DUXBURY, Vt. – When Navy Lt. Gary Ross and his partner were searching for a place to get married, they settled on a site in Vermont, in part because the state is in the Eastern time zone.
That way, the two men could recite their vows at the first possible moment after the formal repeal of the military's "don't ask, don't tell" policy. The partners of 11 years plan to get married at the stroke of midnight, just as the ban ends.
"We feel that it's important that as soon as we're allowed to commit to each other that we do," Ross said Monday. "It's important not to hide anymore."
Hours before the change was to take effect early Tuesday, the American military was also making final preparations for the historic policy shift. The Pentagon announced that it was already accepting applications from openly gay candidates, although officials said they would wait a day before reviewing them.
Ross, 33, and Dan Swezy, a 49-year-old civilian, traveled from their home in Tucson, Ariz., so they could get married in Vermont, the first state to allow gays to enter into civil unions and one of six that have legalized same-sex marriage.
Ross planned to wear his dress whites for the ceremony beginning at 11:45 p.m. Monday at Duxbury's Moose Meadow Lodge, a log cabin bed-and-breakfast perched on a hillside. The lodge says it hosted the state's first gay wedding in 2009.
Justice of the Peace Greg Trulson was to proclaim the marriage at exactly midnight.
"This is Gary's official coming out," Trulson said. "Maybe it will help other military men who are under him."
Pentagon press secretary George Little said Monday that the military is prepared for the end of "don't ask, don't tell," a practice adopted in 1993 that allowed gays to serve as long as they did not openly acknowledge their sexual orientation. Commanders were not allowed to ask.
Last week, the Pentagon said 97 percent of the military has undergone training in the new law.
In preparation for Tuesday's repeal, all branches of the military have spent several months updating regulations. Lifting the ban also brings a halt to all pending investigations, discharges and other proceedings that were begun under the old law.
President Barack Obama signed the law last December and in July certified that lifting the ban will not diminish the military's ability to fight. Some in Congress remain opposed to repeal, arguing that it may undermine order and discipline.
Existing standards of personal conduct, such as those pertaining to public displays of affection, will continue regardless of sexual orientation.
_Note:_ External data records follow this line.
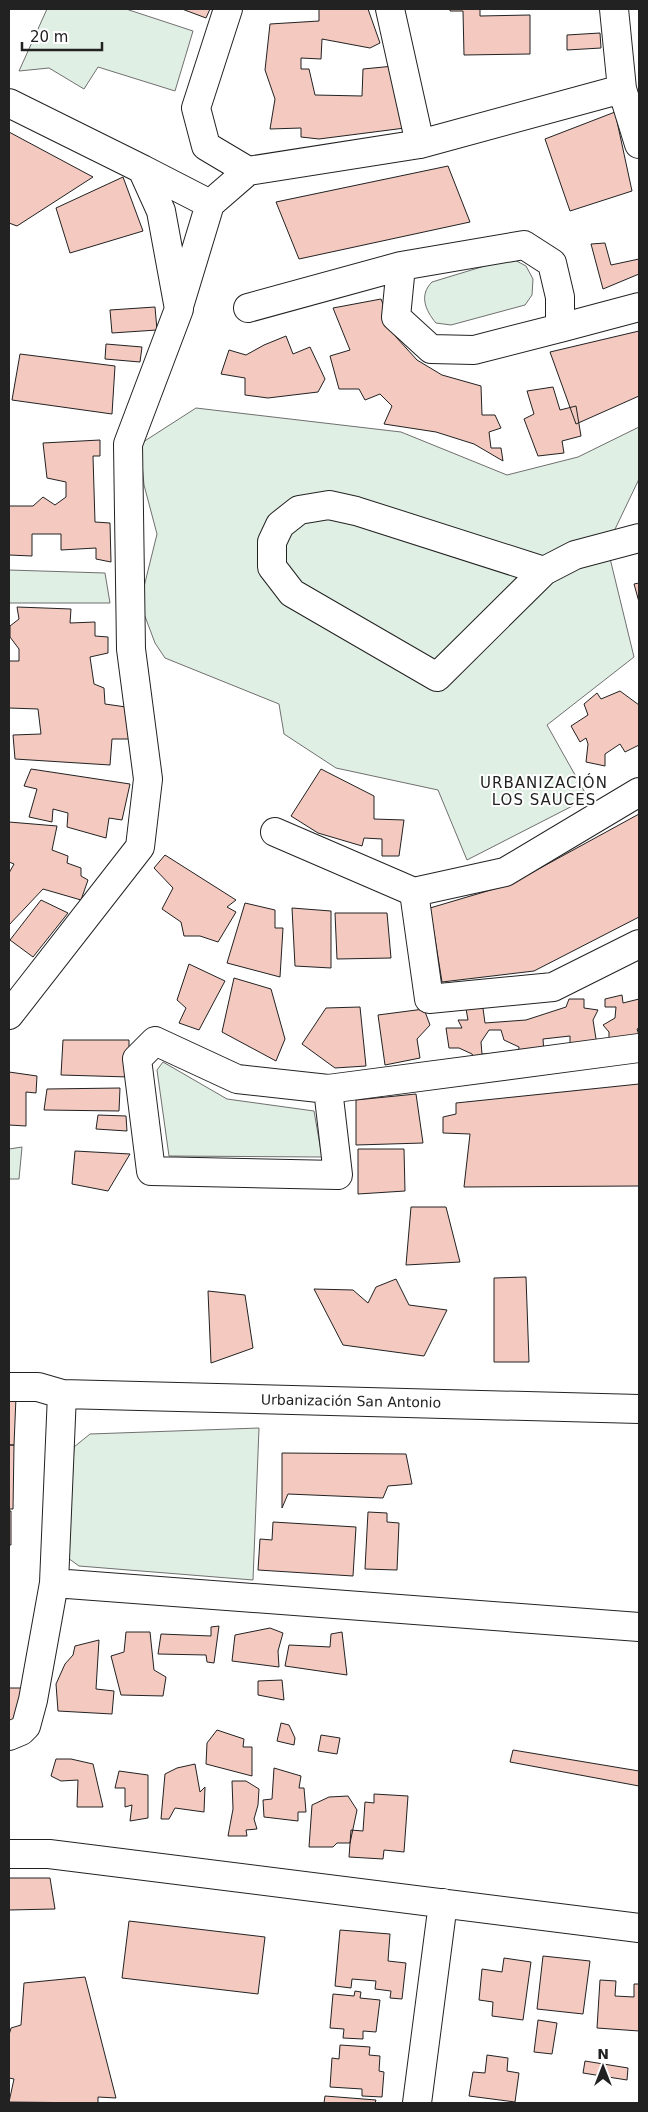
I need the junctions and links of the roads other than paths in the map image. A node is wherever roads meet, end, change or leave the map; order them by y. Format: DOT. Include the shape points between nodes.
graph roads {
  1 [pos="228,9"];
  2 [pos="390,9"];
  3 [pos="614,9"];
  4 [pos="622,89"];
  5 [pos="9,104"];
  6 [pos="420,144"];
  7 [pos="639,144"];
  8 [pos="142,168"];
  9 [pos="248,171"];
  10 [pos="210,204"];
  11 [pos="401,266"];
  12 [pos="639,307"];
  13 [pos="179,308"];
  14 [pos="248,308"];
  15 [pos="560,328"];
  16 [pos="639,538"];
  17 [pos="544,571"];
  18 [pos="639,792"];
  19 [pos="275,832"];
  20 [pos="414,892"];
  21 [pos="639,944"];
  22 [pos="9,1015"];
  23 [pos="639,1048"];
  24 [pos="328,1089"];
  25 [pos="9,1387"];
  26 [pos="62,1394"];
  27 [pos="639,1409"];
  28 [pos="54,1582"];
  29 [pos="639,1628"];
  30 [pos="9,1736"];
  31 [pos="9,1854"];
  32 [pos="443,1903"];
  33 [pos="639,1928"];
  34 [pos="417,2103"];
  1 -- 9 [label="street" via="196,108 206,146"];
  2 -- 6 [label="street"];
  3 -- 4 [label="street"];
  4 -- 6 [label="street"];
  4 -- 7 [label="street"];
  5 -- 8 [label="street"];
  6 -- 9 [label="street"];
  8 -- 10 [label="street"];
  8 -- 13 [label="street" via="161,211"];
  9 -- 10 [label="street"];
  10 -- 13 [label="street"];
  11 -- 14 [label="street"];
  11 -- 15 [label="street" via="524,245 552,263 560,297"];
  11 -- 15 [label="street" via="396,317 431,349 474,350"];
  12 -- 15 [label="street"];
  13 -- 22 [label="street" via="128,444 131,649 148,779 140,848"];
  16 -- 17 [label="street" via="575,555"];
  17 -- 17 [label="street" via="437,677 292,593 272,567 272,542 280,525 299,510 329,505"];
  18 -- 20 [label="street" via="505,872"];
  19 -- 20 [label="street"];
  20 -- 21 [label="street" via="429,999 554,986"];
  23 -- 24 [label="street"];
  24 -- 24 [label="street" via="338,1175 151,1171 137,1059 155,1041 237,1079"];
  25 -- 26 [label="street, Urbanización San Antonio" via="38,1387"];
  26 -- 27 [label="street, Urbanización San Antonio"];
  26 -- 28 [label="street"];
  28 -- 29 [label="street"];
  28 -- 30 [label="street" via="26,1726"];
  31 -- 32 [label="street" via="49,1854"];
  32 -- 33 [label="street"];
  32 -- 34 [label="street"];
}
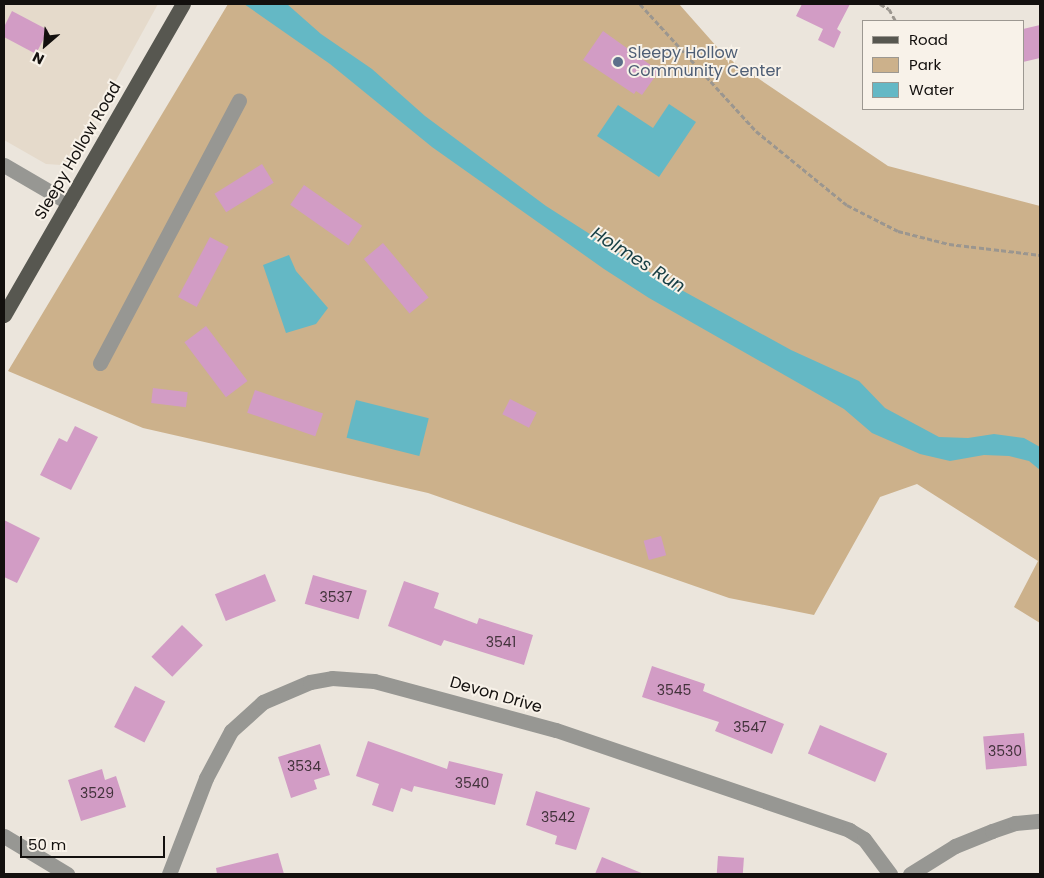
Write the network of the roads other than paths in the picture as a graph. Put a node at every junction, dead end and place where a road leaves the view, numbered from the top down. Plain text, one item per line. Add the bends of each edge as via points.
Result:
1 (182, 5) edge
2 (239, 100) dead end
3 (4, 165) edge
4 (70, 203) junction
5 (4, 315) edge
6 (100, 363) dead end
7 (1040, 820) edge
8 (4, 836) edge
9 (67, 874) edge
10 (169, 874) edge
11 (890, 874) edge
12 (910, 874) edge

1 - 4 main road, Sleepy Hollow Road
2 - 6 street
3 - 4 street
4 - 5 main road, Sleepy Hollow Road
7 - 12 street via 1015,823 955,846
8 - 9 street
10 - 11 street, Devon Drive via 206,778 231,731 263,702 310,682 332,678 374,681 556,730 850,830 864,840

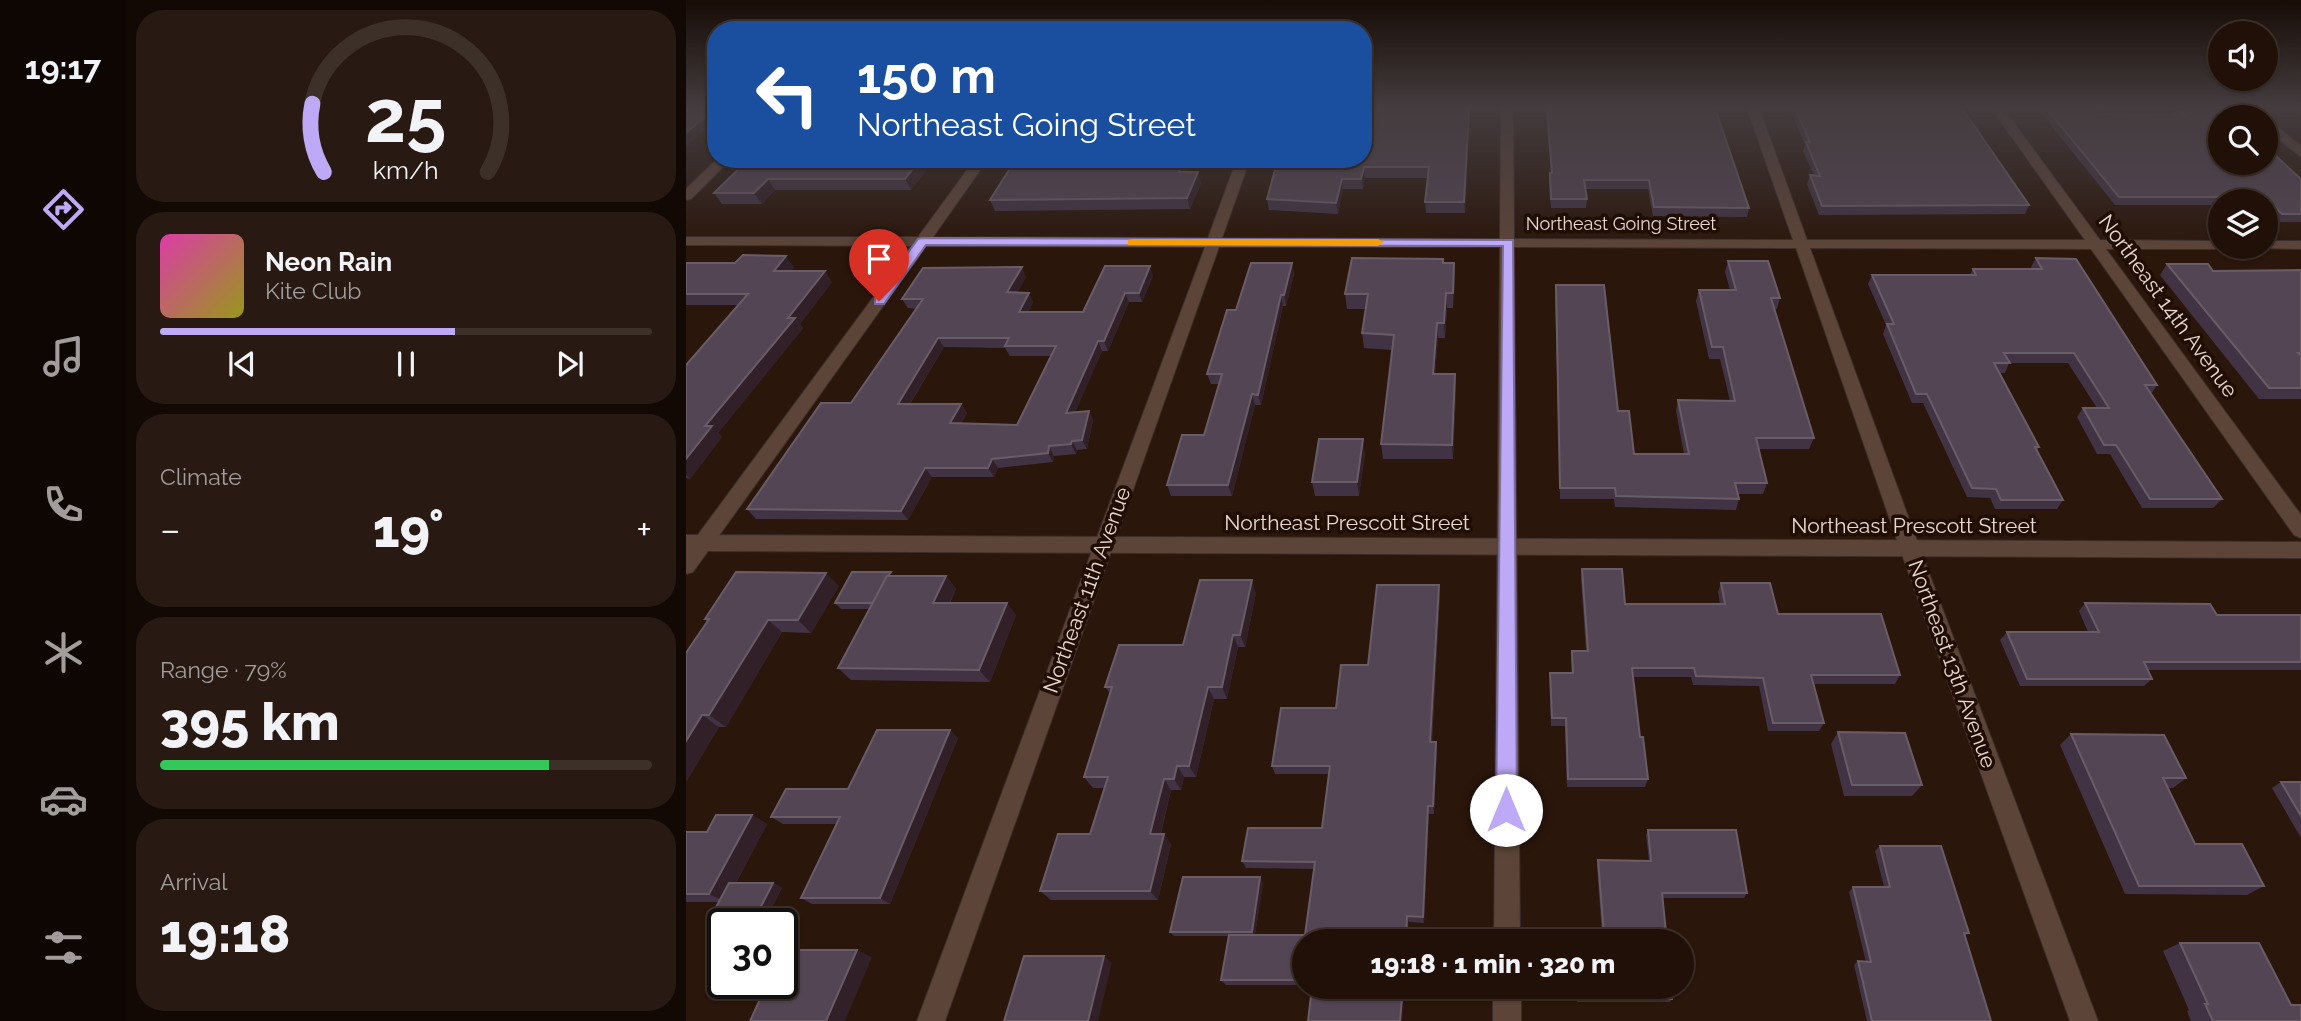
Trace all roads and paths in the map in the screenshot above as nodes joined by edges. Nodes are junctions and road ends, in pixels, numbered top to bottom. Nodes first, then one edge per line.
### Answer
1 (1508, 156) edge
2 (1770, 156) edge
3 (2032, 156) edge
4 (716, 168) edge
5 (975, 168) edge
6 (1241, 168) edge
7 (686, 196) edge
8 (686, 241) edge
9 (922, 242) junction
10 (1214, 242) junction
11 (1509, 243) junction
12 (1802, 243) junction
13 (2096, 244) junction
14 (2208, 245) edge
15 (2278, 245) edge
16 (2301, 245) edge
17 (2301, 530) edge
18 (694, 543) edge
19 (1104, 545) junction
20 (1506, 546) junction
21 (1910, 549) junction
22 (2301, 550) edge
23 (686, 566) edge
24 (1507, 929) edge
25 (1507, 999) edge
26 (931, 1021) edge
27 (1507, 1021) edge
28 (2084, 1021) edge

1 - 11 street
2 - 12 street, Northeast 13th Avenue
3 - 13 street, Northeast 14th Avenue
4 - 7 street
5 - 9 street
6 - 10 street, Northeast 11th Avenue
8 - 9 street, Northeast Going Street
9 - 10 street, Northeast Going Street
9 - 18 street
10 - 11 street, Northeast Going Street
10 - 19 street, Northeast 11th Avenue
11 - 12 street, Northeast Going Street
11 - 20 street
12 - 13 street, Northeast Going Street
12 - 21 street, Northeast 13th Avenue
13 - 14 street, Northeast Going Street
13 - 17 street, Northeast 14th Avenue
15 - 16 street
18 - 19 street, Northeast Prescott Street
18 - 23 street
19 - 20 street, Northeast Prescott Street
19 - 26 street, Northeast 11th Avenue
20 - 21 street, Northeast Prescott Street
20 - 24 street
21 - 22 street, Northeast Prescott Street
21 - 28 street, Northeast 13th Avenue
25 - 27 street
There will be no immediate changes to eligibility for military benefits. All service members are already entitled to certain benefits, such as designating a partner as a life insurance beneficiary or as a caregiver in the Wounded Warrior program. But Swezy won't receive military health insurance or access to a support group when Ross is at sea.
Gay marriage is an even thornier issue. A Navy proposal to train chaplains to conduct same-sex civil unions in states where they are legal was shelved earlier this year after more than five dozen lawmakers objected. The Pentagon is reviewing the issue.
Ross, a 2002 graduate of the Naval Academy, is a surface warfare officer serving at the Army's Fort Huachuca. He expects to return to sea next spring.
He met Swezy in early 2000 while Ross was still an academy student. At the time, he didn't think through the personal implications of the military's ban on gay and lesbian service members serving openly. But as his relationship with Swezy grew, it became important.
Their Tucson home is about a two-hour commute from Fort Huachuca, which is near the Mexican border. Under "don't ask, don't tell," Ross could not talk about his relationship with Swezy, but he said some of his co-workers must have known.
"Anyone with any moderate perception could have figured it out," he said.
When he goes back to work Thursday, Ross isn't planning to advertise that he's married to a man.
"Even though the law goes away, it will still be the white elephant in the room until everyone comes to terms with it," he said.
Ross said the end of "don't ask, don't tell" will simplify many aspects of his life.
"It requires you to lie several times a day," Ross said of the old system. "Being in the military is extremely invasive. It becomes a web of excuses you make when you try to be as honest as possible but you can't be honest."
He hopes being able to talk about his relationship will make his work easier, too.
"If you're standing watch at midnight on a surface ship there's not much to talk about," he said. "It becomes very difficult to trust someone you can't be honest with."